*Problem statement*
Report each line of the entries that includes "nodes" by copying it.
Data to examine section start
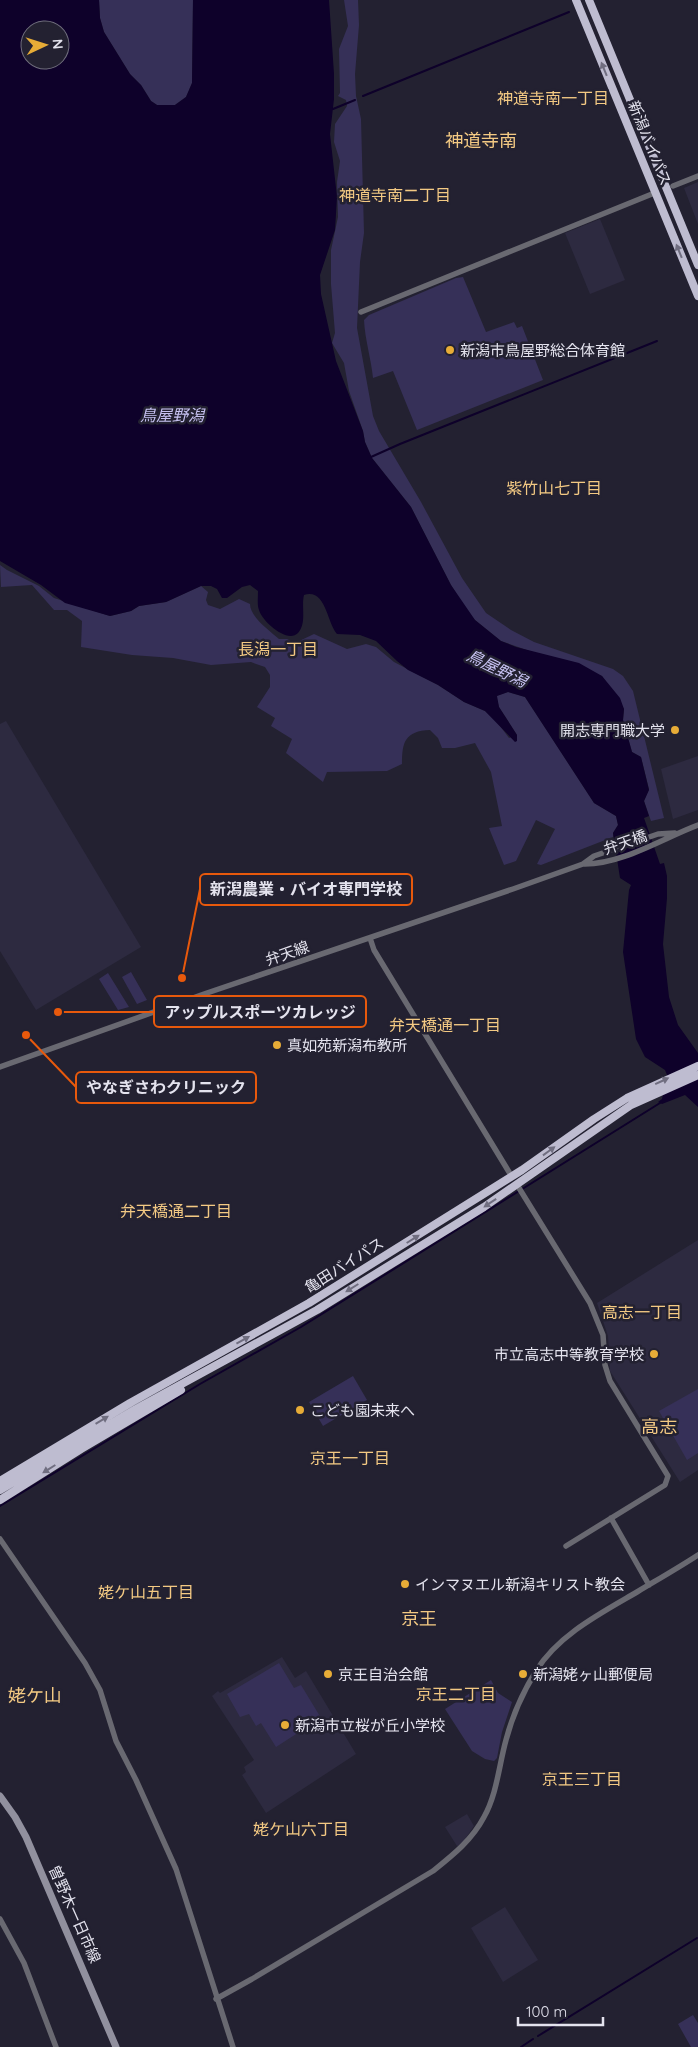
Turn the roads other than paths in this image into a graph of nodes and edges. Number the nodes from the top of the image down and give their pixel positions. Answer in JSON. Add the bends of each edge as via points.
Data to examine section end
Data to examine section start
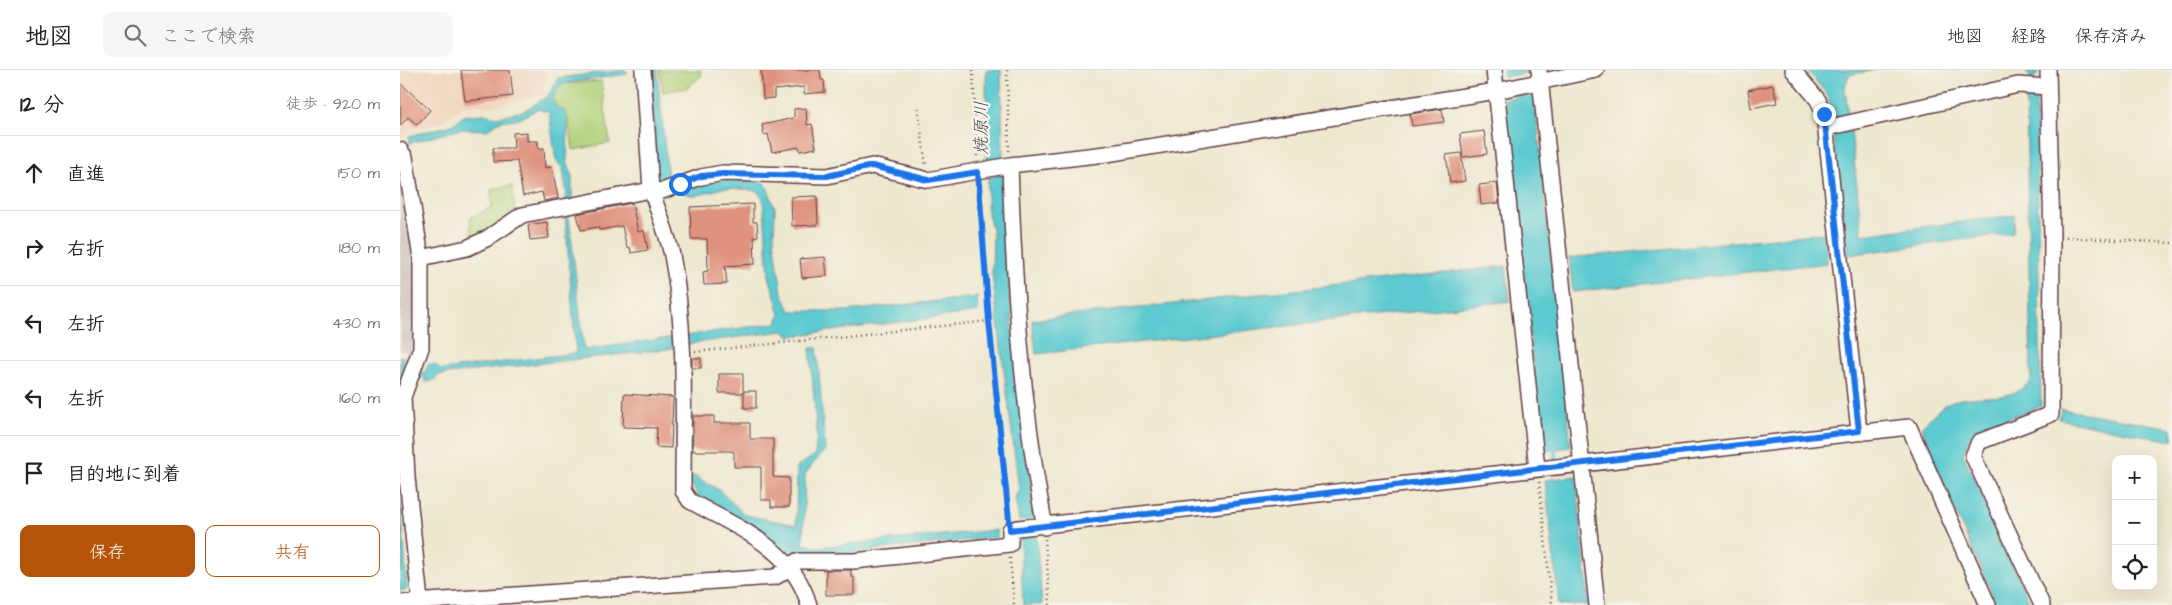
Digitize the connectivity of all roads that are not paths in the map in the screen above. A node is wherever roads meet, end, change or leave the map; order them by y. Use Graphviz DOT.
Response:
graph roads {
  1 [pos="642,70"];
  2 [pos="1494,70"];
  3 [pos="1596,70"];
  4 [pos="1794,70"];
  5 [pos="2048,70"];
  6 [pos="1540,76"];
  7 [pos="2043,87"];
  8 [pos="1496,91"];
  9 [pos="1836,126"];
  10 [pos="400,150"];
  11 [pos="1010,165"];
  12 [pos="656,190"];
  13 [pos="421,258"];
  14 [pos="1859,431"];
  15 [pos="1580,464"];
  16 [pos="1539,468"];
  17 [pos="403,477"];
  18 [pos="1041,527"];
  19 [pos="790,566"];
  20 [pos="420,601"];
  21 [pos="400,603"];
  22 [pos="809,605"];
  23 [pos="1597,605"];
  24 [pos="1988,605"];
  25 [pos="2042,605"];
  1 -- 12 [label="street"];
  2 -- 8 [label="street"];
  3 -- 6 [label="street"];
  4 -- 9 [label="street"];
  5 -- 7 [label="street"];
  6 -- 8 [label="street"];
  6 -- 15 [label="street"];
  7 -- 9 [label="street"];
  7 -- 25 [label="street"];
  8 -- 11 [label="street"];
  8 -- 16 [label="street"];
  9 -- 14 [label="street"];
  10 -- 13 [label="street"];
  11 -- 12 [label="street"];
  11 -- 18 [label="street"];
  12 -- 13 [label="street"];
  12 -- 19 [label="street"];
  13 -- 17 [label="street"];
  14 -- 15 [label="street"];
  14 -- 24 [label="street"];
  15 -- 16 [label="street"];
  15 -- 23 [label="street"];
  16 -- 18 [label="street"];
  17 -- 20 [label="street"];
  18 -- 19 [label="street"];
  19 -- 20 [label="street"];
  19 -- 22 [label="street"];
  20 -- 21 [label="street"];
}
Data to examine section end
Data to examine section start
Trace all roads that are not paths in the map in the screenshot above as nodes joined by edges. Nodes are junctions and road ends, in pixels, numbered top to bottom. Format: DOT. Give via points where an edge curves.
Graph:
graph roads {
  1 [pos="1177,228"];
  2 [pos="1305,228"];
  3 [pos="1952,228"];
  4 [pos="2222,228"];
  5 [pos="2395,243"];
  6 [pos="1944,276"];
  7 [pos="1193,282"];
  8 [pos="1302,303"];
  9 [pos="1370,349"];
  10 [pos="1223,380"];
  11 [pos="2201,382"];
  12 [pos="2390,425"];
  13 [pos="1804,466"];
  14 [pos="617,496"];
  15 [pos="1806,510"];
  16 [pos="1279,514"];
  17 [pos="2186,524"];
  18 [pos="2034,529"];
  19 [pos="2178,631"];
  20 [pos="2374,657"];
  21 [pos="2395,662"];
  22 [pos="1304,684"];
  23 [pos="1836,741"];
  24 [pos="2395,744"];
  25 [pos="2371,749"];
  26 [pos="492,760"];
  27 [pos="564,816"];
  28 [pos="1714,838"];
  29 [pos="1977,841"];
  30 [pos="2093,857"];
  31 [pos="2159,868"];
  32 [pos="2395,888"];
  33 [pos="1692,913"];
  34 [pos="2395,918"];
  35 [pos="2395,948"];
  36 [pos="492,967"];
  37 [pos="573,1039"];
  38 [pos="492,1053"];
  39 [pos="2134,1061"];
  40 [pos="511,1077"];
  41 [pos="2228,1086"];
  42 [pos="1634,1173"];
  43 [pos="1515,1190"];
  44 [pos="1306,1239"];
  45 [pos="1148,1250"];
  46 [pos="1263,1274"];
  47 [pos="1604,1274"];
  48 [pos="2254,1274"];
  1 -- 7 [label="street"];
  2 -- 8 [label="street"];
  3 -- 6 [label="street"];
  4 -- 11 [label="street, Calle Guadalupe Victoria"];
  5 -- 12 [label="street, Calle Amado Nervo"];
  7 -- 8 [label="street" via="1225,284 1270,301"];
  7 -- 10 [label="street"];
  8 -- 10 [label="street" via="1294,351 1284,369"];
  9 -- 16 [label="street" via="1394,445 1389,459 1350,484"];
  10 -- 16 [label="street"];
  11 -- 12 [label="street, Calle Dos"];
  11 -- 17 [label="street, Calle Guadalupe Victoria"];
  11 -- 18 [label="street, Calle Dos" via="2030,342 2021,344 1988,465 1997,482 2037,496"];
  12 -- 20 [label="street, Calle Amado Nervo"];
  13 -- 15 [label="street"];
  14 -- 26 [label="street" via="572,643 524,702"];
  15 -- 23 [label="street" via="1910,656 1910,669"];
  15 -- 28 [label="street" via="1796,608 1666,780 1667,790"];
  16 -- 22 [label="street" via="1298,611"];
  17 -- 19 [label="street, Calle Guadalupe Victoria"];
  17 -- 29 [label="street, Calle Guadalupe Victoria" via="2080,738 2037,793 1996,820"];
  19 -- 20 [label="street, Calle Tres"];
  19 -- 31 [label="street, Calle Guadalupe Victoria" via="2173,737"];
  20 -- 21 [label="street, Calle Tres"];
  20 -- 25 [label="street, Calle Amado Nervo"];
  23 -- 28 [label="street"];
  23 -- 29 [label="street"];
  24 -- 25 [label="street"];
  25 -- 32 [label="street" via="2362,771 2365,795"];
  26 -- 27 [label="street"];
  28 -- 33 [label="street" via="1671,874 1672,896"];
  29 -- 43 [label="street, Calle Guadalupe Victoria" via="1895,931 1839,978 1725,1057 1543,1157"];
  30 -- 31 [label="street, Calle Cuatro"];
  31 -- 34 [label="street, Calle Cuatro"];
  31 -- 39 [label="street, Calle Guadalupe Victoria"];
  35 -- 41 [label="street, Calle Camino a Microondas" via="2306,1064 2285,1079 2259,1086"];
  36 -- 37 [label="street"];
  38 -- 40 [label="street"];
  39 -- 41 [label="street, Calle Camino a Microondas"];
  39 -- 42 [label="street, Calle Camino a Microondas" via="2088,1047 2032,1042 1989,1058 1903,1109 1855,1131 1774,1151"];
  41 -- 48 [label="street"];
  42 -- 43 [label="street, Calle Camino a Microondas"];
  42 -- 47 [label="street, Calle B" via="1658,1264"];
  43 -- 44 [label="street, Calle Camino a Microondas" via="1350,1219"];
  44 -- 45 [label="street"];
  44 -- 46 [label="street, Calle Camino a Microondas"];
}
Data to examine section end
*Solution for this exercise*
Turn the roads other than paths in this image into a graph of nodes and edges. Number the nodes from the top of the image down and give their pixel positions. Answer in JSON. Add the bends of each edge as via points.
Trace all roads that are not paths in the map in the screenshot above as nodes joined by edges. Nodes are junctions and road ends, in pixels, numbered top to bottom. Format: DOT. Give via points where an edge curves.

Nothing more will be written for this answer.